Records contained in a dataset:

————

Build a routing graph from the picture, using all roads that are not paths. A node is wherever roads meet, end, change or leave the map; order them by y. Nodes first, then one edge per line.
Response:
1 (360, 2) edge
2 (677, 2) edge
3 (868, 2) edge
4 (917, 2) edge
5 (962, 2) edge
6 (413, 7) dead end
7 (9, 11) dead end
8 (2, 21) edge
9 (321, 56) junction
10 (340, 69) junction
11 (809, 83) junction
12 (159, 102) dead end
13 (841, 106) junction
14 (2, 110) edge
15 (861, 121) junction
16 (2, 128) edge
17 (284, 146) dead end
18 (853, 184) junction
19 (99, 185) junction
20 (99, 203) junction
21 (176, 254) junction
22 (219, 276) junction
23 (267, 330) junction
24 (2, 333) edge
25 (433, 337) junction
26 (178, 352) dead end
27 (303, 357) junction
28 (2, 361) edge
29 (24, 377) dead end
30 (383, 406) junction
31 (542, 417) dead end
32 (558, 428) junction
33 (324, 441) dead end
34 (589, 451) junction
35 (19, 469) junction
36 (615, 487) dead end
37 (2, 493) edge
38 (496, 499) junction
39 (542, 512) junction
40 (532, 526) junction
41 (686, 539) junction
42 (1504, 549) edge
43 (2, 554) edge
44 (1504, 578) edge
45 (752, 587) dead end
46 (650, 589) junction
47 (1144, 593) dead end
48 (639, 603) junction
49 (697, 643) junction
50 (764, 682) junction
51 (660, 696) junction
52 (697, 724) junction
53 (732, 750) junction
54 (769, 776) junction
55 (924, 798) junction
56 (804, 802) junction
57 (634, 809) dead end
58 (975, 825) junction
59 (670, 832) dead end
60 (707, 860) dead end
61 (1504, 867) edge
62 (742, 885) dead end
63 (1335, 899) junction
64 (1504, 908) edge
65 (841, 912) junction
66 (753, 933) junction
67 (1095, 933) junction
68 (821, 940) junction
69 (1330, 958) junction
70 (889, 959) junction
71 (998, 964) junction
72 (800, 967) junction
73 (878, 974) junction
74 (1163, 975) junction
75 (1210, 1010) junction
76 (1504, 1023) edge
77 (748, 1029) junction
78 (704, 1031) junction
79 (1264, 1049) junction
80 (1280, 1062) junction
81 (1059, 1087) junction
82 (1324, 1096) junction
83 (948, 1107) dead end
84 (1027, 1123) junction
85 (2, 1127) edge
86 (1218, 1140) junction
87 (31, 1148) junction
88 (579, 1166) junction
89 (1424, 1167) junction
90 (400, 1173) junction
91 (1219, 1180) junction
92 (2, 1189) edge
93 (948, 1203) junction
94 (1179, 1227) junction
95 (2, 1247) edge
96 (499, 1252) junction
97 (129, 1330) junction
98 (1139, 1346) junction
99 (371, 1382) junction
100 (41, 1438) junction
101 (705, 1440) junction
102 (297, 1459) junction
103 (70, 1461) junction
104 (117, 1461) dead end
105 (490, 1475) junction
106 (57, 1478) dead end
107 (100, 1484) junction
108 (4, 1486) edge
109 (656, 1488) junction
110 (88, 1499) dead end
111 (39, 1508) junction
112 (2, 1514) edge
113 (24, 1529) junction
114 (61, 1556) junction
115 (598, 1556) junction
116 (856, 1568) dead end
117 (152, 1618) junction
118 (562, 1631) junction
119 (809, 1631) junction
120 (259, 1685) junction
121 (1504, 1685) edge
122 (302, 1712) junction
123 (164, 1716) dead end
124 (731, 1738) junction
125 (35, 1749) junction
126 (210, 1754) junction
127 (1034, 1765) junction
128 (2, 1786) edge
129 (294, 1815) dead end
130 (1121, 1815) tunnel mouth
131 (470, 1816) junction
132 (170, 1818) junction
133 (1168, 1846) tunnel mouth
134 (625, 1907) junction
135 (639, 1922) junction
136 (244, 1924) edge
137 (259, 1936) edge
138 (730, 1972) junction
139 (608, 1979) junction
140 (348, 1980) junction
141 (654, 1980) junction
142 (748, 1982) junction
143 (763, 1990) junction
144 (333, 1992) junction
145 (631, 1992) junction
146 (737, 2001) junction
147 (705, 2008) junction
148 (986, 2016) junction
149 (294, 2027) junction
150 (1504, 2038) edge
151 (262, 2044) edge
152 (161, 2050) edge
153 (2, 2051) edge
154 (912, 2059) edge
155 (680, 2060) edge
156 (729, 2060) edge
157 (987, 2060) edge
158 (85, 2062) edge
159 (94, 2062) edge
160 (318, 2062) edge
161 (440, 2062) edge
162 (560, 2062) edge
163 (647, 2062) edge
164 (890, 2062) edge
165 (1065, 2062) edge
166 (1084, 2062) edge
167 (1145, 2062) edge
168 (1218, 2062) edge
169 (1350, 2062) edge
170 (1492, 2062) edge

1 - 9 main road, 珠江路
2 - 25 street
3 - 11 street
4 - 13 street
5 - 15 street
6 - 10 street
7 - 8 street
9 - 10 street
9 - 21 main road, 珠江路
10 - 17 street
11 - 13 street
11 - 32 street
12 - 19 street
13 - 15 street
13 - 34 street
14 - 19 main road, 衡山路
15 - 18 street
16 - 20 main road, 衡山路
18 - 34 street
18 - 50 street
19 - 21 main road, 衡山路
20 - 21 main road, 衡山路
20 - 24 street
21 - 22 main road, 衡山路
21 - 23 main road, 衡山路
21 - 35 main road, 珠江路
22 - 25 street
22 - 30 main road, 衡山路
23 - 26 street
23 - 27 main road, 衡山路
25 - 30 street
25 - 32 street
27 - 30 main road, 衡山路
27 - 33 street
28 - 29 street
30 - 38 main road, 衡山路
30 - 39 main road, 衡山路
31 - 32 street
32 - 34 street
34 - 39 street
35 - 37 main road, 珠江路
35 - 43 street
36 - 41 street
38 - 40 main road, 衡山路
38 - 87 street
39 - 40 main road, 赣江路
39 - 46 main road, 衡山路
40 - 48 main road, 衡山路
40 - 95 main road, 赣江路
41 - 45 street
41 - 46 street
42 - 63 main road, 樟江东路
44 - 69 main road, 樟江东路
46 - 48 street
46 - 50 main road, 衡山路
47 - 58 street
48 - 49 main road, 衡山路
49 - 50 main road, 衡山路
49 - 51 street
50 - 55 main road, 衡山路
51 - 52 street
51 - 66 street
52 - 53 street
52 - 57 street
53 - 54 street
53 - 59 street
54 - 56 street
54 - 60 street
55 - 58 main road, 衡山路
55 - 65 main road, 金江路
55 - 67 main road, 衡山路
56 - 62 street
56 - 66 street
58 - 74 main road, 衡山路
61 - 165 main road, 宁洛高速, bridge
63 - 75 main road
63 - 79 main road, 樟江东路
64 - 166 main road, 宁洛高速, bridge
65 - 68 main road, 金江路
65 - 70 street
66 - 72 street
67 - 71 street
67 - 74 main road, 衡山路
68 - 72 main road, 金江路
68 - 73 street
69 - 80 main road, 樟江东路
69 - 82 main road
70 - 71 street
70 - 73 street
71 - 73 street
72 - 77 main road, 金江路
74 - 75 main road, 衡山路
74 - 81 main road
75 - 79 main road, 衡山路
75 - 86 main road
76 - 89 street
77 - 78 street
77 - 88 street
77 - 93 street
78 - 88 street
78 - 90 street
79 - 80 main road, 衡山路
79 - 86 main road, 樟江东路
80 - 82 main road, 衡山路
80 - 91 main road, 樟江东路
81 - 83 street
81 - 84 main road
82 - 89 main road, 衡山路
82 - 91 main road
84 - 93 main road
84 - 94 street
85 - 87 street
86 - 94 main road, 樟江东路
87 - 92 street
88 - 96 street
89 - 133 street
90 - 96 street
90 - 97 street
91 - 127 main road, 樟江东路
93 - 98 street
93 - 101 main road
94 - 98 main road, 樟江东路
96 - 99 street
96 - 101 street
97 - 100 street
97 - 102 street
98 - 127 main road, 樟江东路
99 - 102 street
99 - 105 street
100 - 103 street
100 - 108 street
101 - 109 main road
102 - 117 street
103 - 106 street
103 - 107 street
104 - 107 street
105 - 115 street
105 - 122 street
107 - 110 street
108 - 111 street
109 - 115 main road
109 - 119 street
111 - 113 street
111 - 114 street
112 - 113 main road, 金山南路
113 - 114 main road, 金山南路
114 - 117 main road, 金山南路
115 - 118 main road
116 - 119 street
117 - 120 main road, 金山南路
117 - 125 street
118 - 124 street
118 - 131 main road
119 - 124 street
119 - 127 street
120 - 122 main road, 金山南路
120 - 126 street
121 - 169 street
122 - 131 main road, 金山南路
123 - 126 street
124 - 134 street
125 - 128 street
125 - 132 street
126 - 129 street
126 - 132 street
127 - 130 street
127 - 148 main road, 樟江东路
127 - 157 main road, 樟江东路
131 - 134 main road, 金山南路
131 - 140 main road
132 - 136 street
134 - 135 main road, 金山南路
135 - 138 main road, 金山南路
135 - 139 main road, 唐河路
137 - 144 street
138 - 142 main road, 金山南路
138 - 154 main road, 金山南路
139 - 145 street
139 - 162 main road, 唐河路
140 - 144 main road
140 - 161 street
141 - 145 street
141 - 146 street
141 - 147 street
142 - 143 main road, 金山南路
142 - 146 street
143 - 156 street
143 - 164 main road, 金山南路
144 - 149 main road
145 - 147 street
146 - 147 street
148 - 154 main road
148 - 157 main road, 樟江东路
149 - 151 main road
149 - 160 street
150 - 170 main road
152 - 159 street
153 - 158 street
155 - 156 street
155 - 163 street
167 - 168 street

————

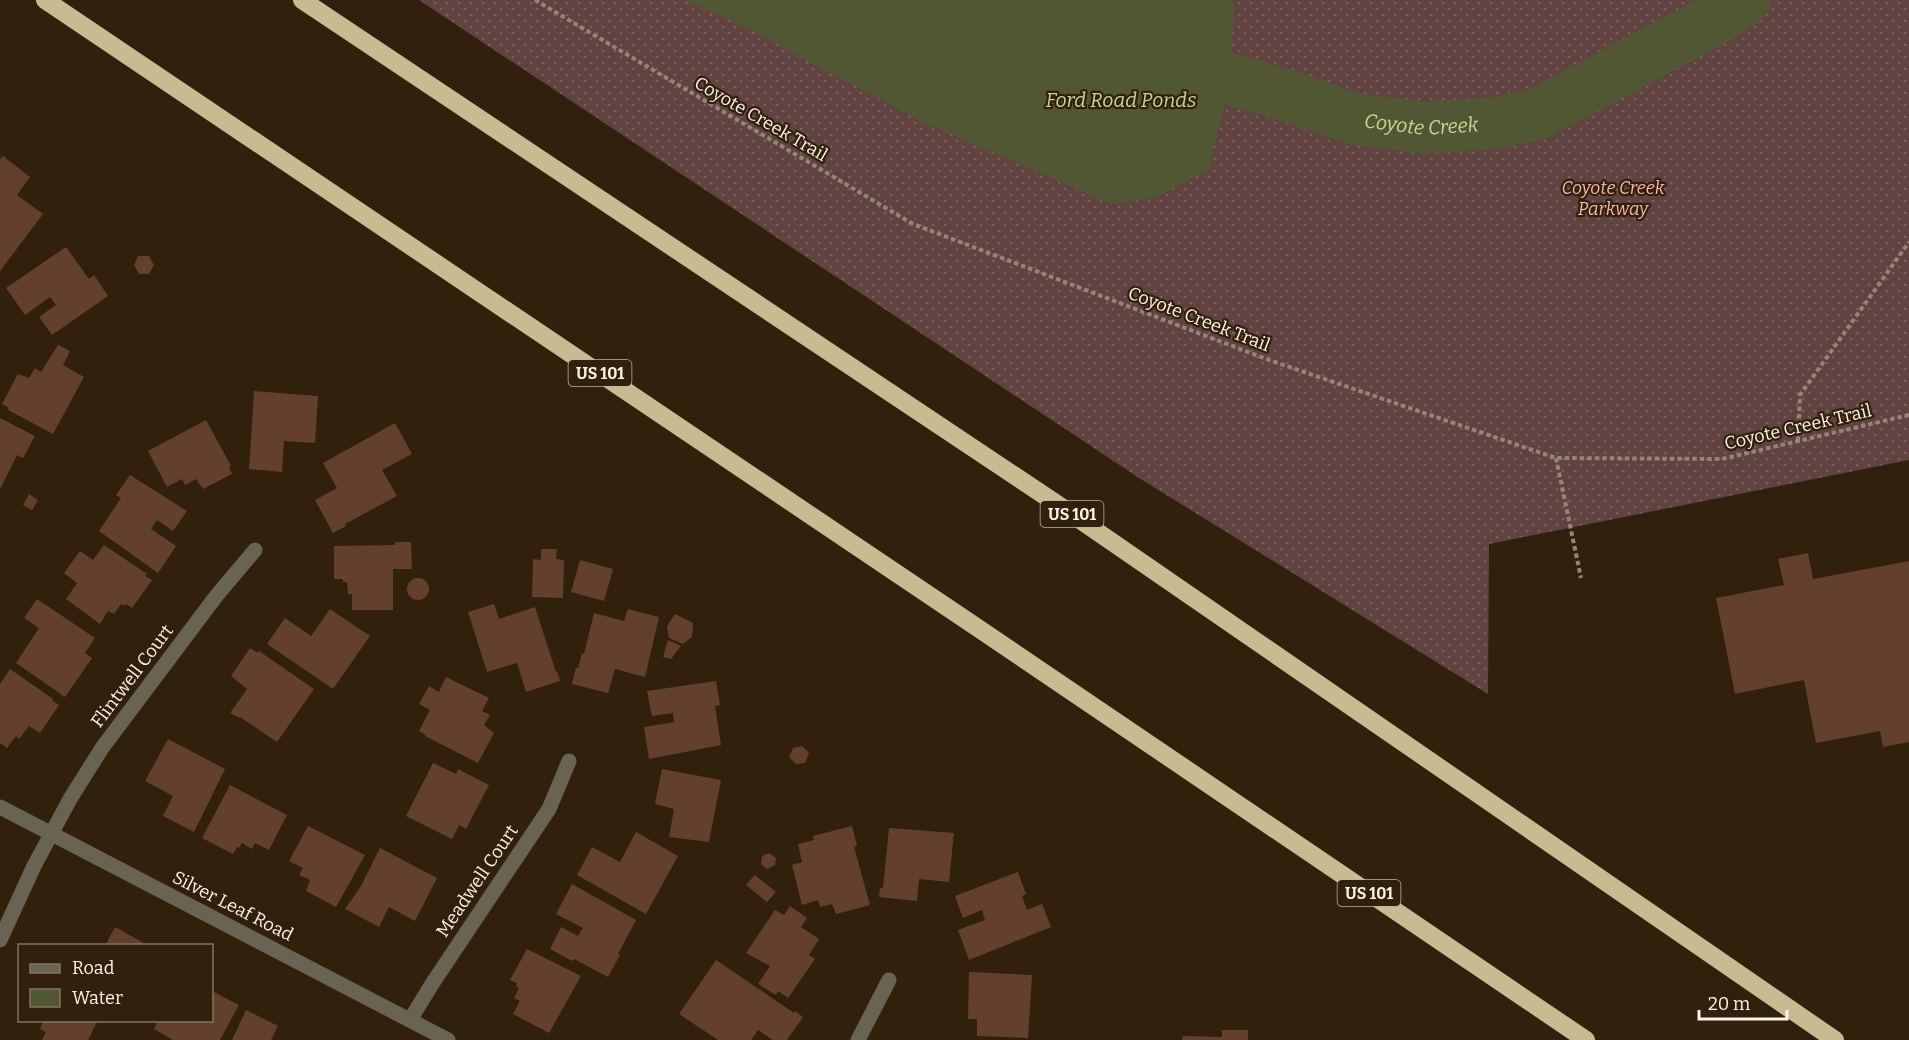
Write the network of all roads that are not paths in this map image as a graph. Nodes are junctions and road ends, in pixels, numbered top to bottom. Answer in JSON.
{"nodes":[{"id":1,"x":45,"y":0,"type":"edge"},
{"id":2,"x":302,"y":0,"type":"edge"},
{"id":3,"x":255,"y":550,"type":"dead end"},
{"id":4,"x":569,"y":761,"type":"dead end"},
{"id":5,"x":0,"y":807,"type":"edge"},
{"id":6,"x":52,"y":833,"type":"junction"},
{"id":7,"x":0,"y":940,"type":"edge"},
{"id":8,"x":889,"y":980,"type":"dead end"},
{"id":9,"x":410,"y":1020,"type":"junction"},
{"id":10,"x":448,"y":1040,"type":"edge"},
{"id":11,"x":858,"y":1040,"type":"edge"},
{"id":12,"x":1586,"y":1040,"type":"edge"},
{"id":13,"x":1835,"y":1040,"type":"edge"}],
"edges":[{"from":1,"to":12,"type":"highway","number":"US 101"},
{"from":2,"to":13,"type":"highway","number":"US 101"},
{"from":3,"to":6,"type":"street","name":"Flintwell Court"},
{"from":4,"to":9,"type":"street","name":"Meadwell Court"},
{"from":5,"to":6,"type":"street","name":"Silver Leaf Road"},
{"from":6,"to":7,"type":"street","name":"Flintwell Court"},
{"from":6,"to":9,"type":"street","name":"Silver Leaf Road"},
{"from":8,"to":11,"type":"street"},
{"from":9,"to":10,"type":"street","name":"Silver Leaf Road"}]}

————

Exercise: Each line above where the word "that" occurs should be returned in full.

Result of this task:
Build a routing graph from the picture, using all roads that are not paths. A node is wherever roads meet, end, change or leave the map; order them by y. Nodes first, then one edge per line.
Write the network of all roads that are not paths in this map image as a graph. Nodes are junctions and road ends, in pixels, numbered top to bottom. Answer in JSON.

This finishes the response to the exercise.